— Если бы этот опекун не был из разряда ветеранов, свернул бы ему нос набок, — сказал я.
— Попробуй, — предложил он.
— Сейчас некогда, — сказал я.
— Таких мужичков, одного, а то и двух, в здешних местах в былые времена одним плевком перешибали пополам, — сказал он.
Я первым вышел на лестничную площадку и придержал дверь открытой для Анники. Она вышла какая-то испуганная и не сразу нащупала кнопку включения света[6] на площадке возле двери, затем она взяла меня за руку и повела вниз по лестнице. В подъезде я глянул сквозь стекло двери на улицу. Дождь все еще шел, он косо сек стену дома и лужи на тротуаре и проезжей части.
— Кажется, вышло не так, как было задумано, — сказал я.
— Не имеет значения, — сказала Апники.
Она обняла меня, просунув мне руки под мышки, и ладони ее легли на мои лопатки, и губы ее были мягкими и горячими, и в дыхании ее ощущался запах ржаного хлеба. Я обхватил ее и крепко прижал к себе.
— Сумасшедший! — Это ее рассмешило.
— Надо всегда выполнять обещания, — сказал я.
Я вышел из подъезда и зашагал по улице. В туннеле шум машин был особенно громким, он отражался от стен и свода потолка; я думал об Анники, и ее брате, и его семье, о своих родных и о том, что сказали бы они обо всем этом. Я вышел из туннеля и мимо мигающих светофоров зашагал дальше в центр города.

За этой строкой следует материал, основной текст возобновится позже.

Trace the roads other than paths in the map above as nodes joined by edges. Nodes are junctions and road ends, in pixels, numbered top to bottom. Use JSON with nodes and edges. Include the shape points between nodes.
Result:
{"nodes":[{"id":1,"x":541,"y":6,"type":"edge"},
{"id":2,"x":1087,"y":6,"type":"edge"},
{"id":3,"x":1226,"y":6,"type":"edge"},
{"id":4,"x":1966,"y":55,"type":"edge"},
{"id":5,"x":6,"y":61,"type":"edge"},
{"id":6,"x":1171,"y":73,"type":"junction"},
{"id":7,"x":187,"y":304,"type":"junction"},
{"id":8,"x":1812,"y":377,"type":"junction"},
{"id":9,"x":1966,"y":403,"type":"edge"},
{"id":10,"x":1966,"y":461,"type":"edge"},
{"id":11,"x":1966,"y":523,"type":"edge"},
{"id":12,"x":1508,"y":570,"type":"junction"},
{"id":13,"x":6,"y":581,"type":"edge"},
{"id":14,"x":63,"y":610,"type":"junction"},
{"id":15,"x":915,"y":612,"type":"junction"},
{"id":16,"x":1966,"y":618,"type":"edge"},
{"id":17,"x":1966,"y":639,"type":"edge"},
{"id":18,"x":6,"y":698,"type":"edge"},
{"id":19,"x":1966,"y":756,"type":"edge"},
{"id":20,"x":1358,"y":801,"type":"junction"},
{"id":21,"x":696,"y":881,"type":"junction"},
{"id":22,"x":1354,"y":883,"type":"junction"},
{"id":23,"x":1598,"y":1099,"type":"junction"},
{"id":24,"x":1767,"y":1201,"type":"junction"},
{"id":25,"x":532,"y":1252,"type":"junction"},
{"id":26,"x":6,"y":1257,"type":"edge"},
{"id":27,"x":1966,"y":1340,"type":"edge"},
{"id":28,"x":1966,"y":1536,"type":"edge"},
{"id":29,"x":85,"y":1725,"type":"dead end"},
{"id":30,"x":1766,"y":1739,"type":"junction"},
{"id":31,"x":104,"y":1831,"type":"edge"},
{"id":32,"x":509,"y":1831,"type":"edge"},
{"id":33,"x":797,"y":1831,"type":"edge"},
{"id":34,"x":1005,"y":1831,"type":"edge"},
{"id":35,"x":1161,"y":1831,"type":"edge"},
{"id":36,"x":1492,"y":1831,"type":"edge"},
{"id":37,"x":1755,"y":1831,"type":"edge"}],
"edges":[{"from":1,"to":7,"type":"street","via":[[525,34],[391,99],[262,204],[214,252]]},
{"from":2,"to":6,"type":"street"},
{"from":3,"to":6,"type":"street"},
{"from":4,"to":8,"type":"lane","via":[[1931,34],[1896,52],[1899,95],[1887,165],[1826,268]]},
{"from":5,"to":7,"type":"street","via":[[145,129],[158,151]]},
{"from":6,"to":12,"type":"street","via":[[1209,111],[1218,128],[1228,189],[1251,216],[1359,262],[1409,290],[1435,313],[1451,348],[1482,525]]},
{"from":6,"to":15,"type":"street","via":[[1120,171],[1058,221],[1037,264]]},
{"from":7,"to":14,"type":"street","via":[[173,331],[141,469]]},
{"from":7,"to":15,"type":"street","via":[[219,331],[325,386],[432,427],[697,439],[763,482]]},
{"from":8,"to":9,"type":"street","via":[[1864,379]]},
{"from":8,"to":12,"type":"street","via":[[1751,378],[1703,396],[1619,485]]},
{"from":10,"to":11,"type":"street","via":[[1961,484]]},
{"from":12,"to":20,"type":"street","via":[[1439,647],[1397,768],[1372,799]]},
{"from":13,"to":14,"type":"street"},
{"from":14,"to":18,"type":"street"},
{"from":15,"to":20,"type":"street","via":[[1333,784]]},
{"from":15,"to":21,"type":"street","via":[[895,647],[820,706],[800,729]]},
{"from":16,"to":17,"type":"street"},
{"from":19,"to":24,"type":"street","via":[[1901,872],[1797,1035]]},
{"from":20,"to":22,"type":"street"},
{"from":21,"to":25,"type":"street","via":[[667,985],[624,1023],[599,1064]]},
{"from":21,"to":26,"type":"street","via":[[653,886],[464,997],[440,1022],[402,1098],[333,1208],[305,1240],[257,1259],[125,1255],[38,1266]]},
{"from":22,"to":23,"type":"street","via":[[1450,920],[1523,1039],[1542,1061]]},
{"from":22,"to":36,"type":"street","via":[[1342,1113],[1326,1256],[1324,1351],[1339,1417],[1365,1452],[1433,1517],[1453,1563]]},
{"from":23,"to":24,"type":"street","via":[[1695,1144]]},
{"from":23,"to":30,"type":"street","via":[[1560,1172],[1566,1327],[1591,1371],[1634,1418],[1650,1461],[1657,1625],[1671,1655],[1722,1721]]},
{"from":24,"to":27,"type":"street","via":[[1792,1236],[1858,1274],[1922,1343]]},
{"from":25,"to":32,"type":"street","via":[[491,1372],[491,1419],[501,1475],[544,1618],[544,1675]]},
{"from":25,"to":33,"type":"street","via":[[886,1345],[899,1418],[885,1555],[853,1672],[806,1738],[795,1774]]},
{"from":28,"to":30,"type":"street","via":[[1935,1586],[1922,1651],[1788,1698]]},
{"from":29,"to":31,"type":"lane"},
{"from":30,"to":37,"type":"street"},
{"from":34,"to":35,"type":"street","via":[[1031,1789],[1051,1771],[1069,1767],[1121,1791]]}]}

Миновал почтовую контору, подошел к пивному ресторану, мне захотелось выпить бутылочку пива, и я зашел. Швейцар возле двери взял у меня пальто и сунул мне в ладонь картонный номерок.

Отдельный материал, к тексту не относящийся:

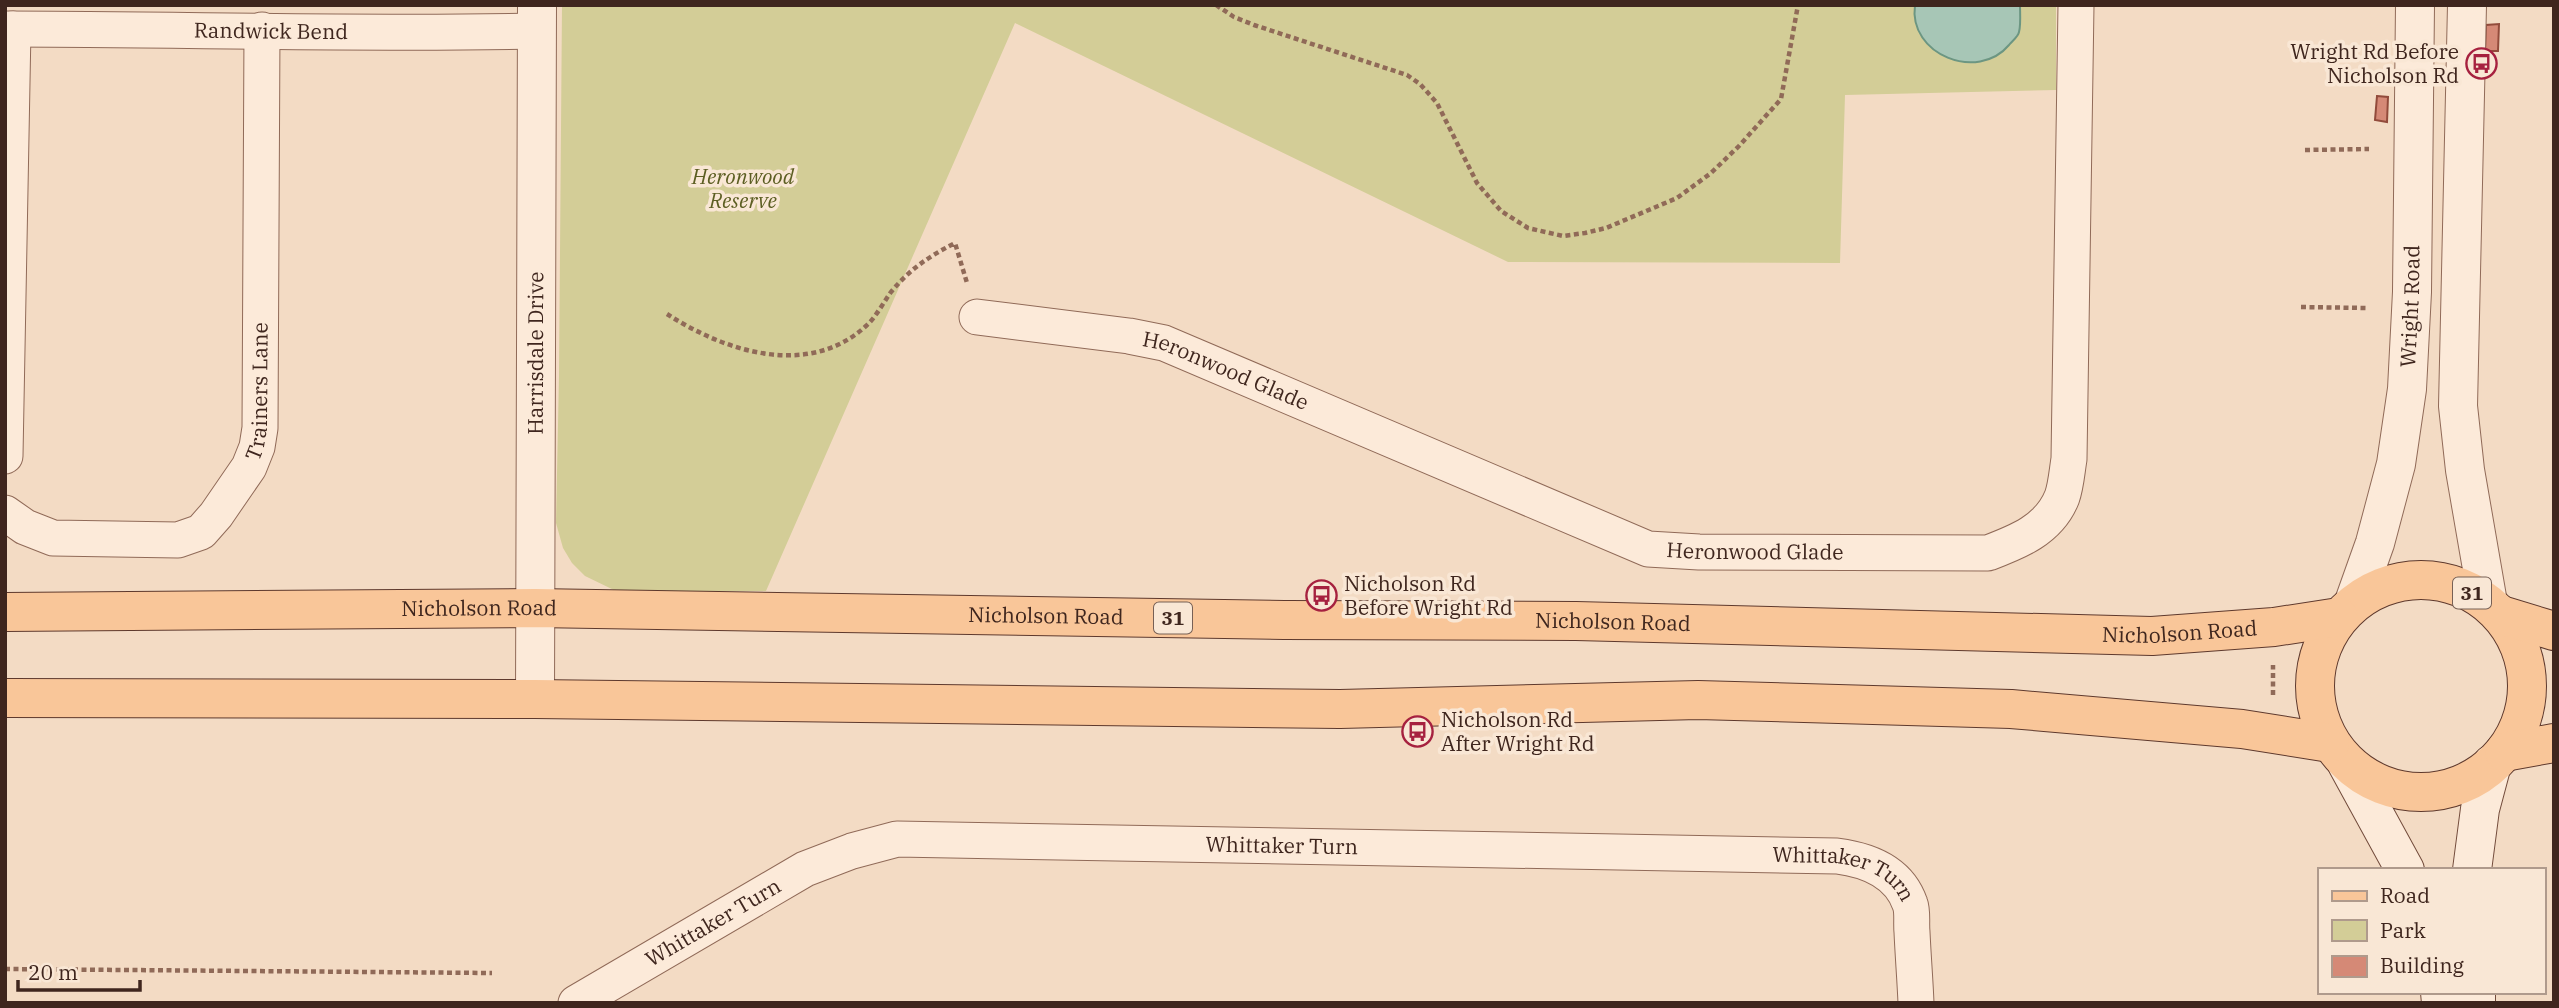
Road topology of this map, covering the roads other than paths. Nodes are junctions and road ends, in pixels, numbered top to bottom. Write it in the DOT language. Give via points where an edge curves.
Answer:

— Обслуживание кончается в полдвенадцатого, — предупредил он.
— Выпью только одну бутылку, — сказал я.
— По мне, так хотя бы и пять, но с полдвенадцатого заказы не принимаются, — предупредил он еще раз.
Слева была длинная стойка, и перед ней на высоких табуретах сидели люди, беседуя и поглядывая на свое отражение в длинном зеркале на стене, справа находились ложи и в них — столы и лавки, надымлено было так, что дальняя стена стала плохо различимой, свободных мест почти не было, а из боковых кабинетов слышался гул разговоров и попытки затянуть песню.

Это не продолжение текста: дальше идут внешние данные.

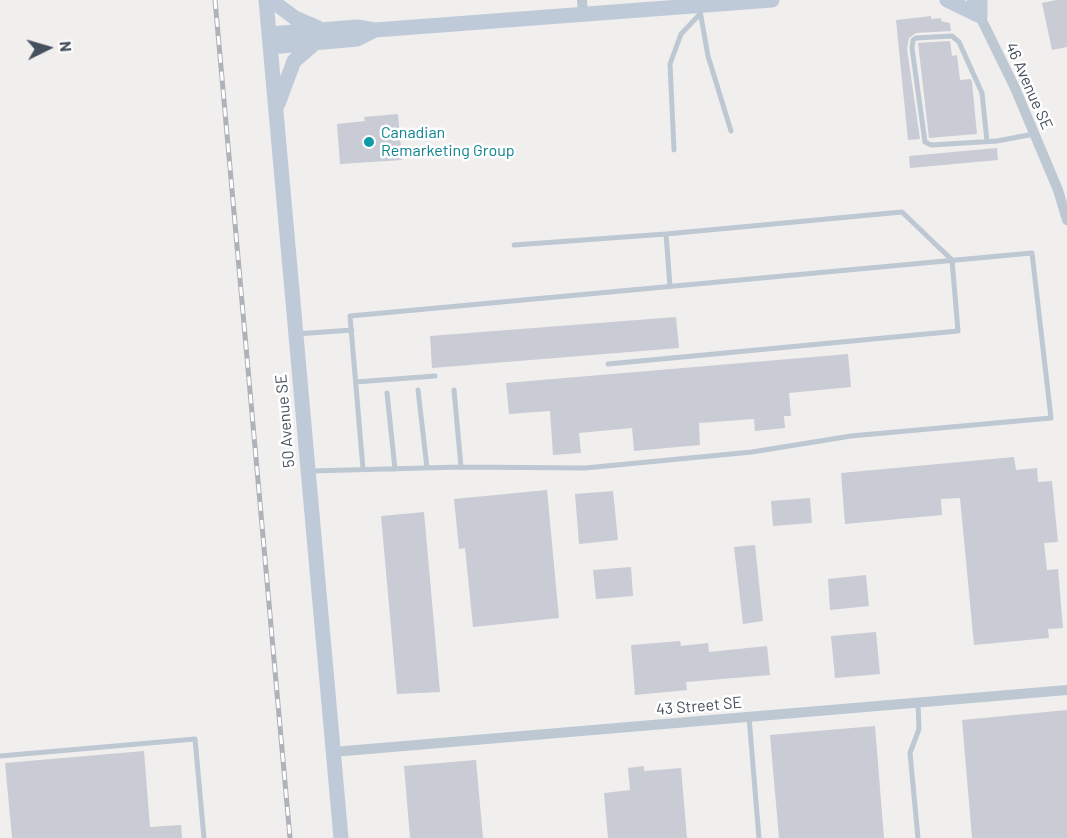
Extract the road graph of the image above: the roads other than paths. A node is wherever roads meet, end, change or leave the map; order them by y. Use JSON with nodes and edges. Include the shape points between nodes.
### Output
{"nodes":[{"id":1,"x":268,"y":0,"type":"edge"},
{"id":2,"x":661,"y":0,"type":"edge"},
{"id":3,"x":771,"y":0,"type":"edge"},
{"id":4,"x":947,"y":0,"type":"edge"},
{"id":5,"x":972,"y":0,"type":"edge"},
{"id":6,"x":980,"y":0,"type":"edge"},
{"id":7,"x":583,"y":7,"type":"edge"},
{"id":8,"x":699,"y":10,"type":"junction"},
{"id":9,"x":980,"y":16,"type":"junction"},
{"id":10,"x":318,"y":36,"type":"junction"},
{"id":11,"x":269,"y":40,"type":"junction"},
{"id":12,"x":276,"y":110,"type":"junction"},
{"id":13,"x":731,"y":131,"type":"dead end"},
{"id":14,"x":1034,"y":135,"type":"junction"},
{"id":15,"x":987,"y":141,"type":"junction"},
{"id":16,"x":674,"y":150,"type":"dead end"},
{"id":17,"x":1067,"y":220,"type":"edge"},
{"id":18,"x":666,"y":234,"type":"junction"},
{"id":19,"x":514,"y":245,"type":"dead end"},
{"id":20,"x":952,"y":260,"type":"junction"},
{"id":21,"x":670,"y":286,"type":"junction"},
{"id":22,"x":352,"y":330,"type":"junction"},
{"id":23,"x":296,"y":334,"type":"junction"},
{"id":24,"x":608,"y":363,"type":"dead end"},
{"id":25,"x":435,"y":376,"type":"dead end"},
{"id":26,"x":356,"y":382,"type":"junction"},
{"id":27,"x":418,"y":390,"type":"dead end"},
{"id":28,"x":454,"y":390,"type":"dead end"},
{"id":29,"x":387,"y":393,"type":"dead end"},
{"id":30,"x":461,"y":467,"type":"junction"},
{"id":31,"x":427,"y":468,"type":"junction"},
{"id":32,"x":363,"y":469,"type":"junction"},
{"id":33,"x":395,"y":469,"type":"junction"},
{"id":34,"x":308,"y":471,"type":"junction"},
{"id":35,"x":1067,"y":690,"type":"edge"},
{"id":36,"x":918,"y":703,"type":"junction"},
{"id":37,"x":749,"y":717,"type":"junction"},
{"id":38,"x":333,"y":752,"type":"junction"},
{"id":39,"x":0,"y":756,"type":"edge"},
{"id":40,"x":204,"y":838,"type":"edge"},
{"id":41,"x":341,"y":838,"type":"edge"},
{"id":42,"x":759,"y":838,"type":"edge"},
{"id":43,"x":918,"y":838,"type":"edge"}],
"edges":[{"from":1,"to":10,"type":"street"},
{"from":1,"to":11,"type":"street","name":"50 Avenue SE"},
{"from":2,"to":7,"type":"street"},
{"from":3,"to":8,"type":"street"},
{"from":4,"to":9,"type":"street"},
{"from":5,"to":9,"type":"street","name":"46 Avenue SE"},
{"from":6,"to":9,"type":"street"},
{"from":7,"to":8,"type":"street"},
{"from":7,"to":10,"type":"street","via":[[375,30],[357,27]]},
{"from":8,"to":13,"type":"lane","via":[[708,56]]},
{"from":8,"to":16,"type":"lane","via":[[681,34],[670,64]]},
{"from":9,"to":14,"type":"street","name":"46 Avenue SE"},
{"from":10,"to":11,"type":"street"},
{"from":10,"to":12,"type":"street","via":[[294,61]]},
{"from":11,"to":12,"type":"street","name":"50 Avenue SE"},
{"from":12,"to":23,"type":"street","name":"50 Avenue SE"},
{"from":14,"to":15,"type":"lane"},
{"from":14,"to":17,"type":"street","name":"46 Avenue SE"},
{"from":15,"to":15,"type":"lane","via":[[932,145],[925,142],[913,40],[952,36],[959,42],[982,93]]},
{"from":18,"to":19,"type":"lane"},
{"from":18,"to":20,"type":"lane","via":[[902,212]]},
{"from":18,"to":21,"type":"lane"},
{"from":20,"to":21,"type":"lane"},
{"from":20,"to":24,"type":"lane","via":[[958,331]]},
{"from":20,"to":30,"type":"lane","via":[[1032,253],[1051,418],[850,436],[752,452],[585,468]]},
{"from":21,"to":22,"type":"lane","via":[[350,316]]},
{"from":22,"to":23,"type":"lane"},
{"from":22,"to":26,"type":"lane"},
{"from":23,"to":34,"type":"street","name":"50 Avenue SE"},
{"from":25,"to":26,"type":"lane"},
{"from":26,"to":32,"type":"lane"},
{"from":27,"to":31,"type":"lane"},
{"from":28,"to":30,"type":"lane"},
{"from":29,"to":33,"type":"lane"},
{"from":30,"to":31,"type":"lane"},
{"from":31,"to":33,"type":"lane"},
{"from":32,"to":33,"type":"lane"},
{"from":32,"to":34,"type":"lane"},
{"from":34,"to":38,"type":"street","name":"50 Avenue SE"},
{"from":35,"to":36,"type":"street","name":"43 Street SE"},
{"from":36,"to":37,"type":"street","name":"43 Street SE"},
{"from":36,"to":43,"type":"lane","via":[[919,729],[910,753]]},
{"from":37,"to":38,"type":"street","name":"43 Street SE"},
{"from":37,"to":42,"type":"lane"},
{"from":38,"to":41,"type":"street","name":"50 Avenue SE"},
{"from":39,"to":40,"type":"lane","via":[[195,739]]}]}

— Ильмари, эй, Ильмари! — позвал кто-то из-за столика у дальней стены, и я направился в ту сторону, лавируя между столиками.
— Дайте Ильмари место! — сказал какой-то мужчина, когда я подошел к компании, откуда меня позвали, я поглядел, пытаясь вспомнить, кто бы это мог быть, но не вспомнил, взял неподалеку свободный стул, поставил в торец стола и сел.
IV
— Ильмари, ты не узнаешь меня, что ли? — спросил мужчина, лицо его казалось мне знакомым.
— Нет, напомни.
— Сеппяля Эркки, — сказал он.
— И все-таки я не помню.
— Да у тебя просто пустая башка, дунешь в одно ухо табачным дымом, он выйдет из другого. Мы же с тобой в армии служили в одно и то же время, ты был во взводе Синкконена, а я у Луотонена. Ну, вспомнил теперь, или найти и показать тебе фото, сделанное в роте новобранцев? — спросил он.
— Теперь и без того вспомнил, — сказал я.
Сеппяля был какое-то время в новобранцах, но потом, месяц спустя, его освободили от службы; уезжая домой, он объяснил причину: в армии не нашлось сапог, которые налезли бы на его высокий подъем, а изготовлять из-за него одного специальные колодки, чтобы сшить единственную пару сапог, никто не станет.
— Это Ильмари Аутио, мой армейский товарищ. Когда мы были новобранцами, спали в соседних комнатах. Комнаты были названы в честь мест известных сражений финской армии, таких, которые значатся в хронике наиболее важных сражений, участие в них отмечали в солдатских книжках, — рассказывал Сеппяля.
За столом, кроме Сеппяля, сидели еще две женщины и мужчина. Я помахал рукой, подзывая официантку, мне удалось выманить толстую блондинку из-за кассы в конце стойки и сделать ей заказ.
— Тогда уж принесите всем по две бутылки «Золота Лапландии», — сказал Сеппяля.
— А мне не надо, — сказала одна из женщин.
[6] В Финляндии свет в подъездах включается нажатием кнопки, а выключается автоматически через 2-3 минуты.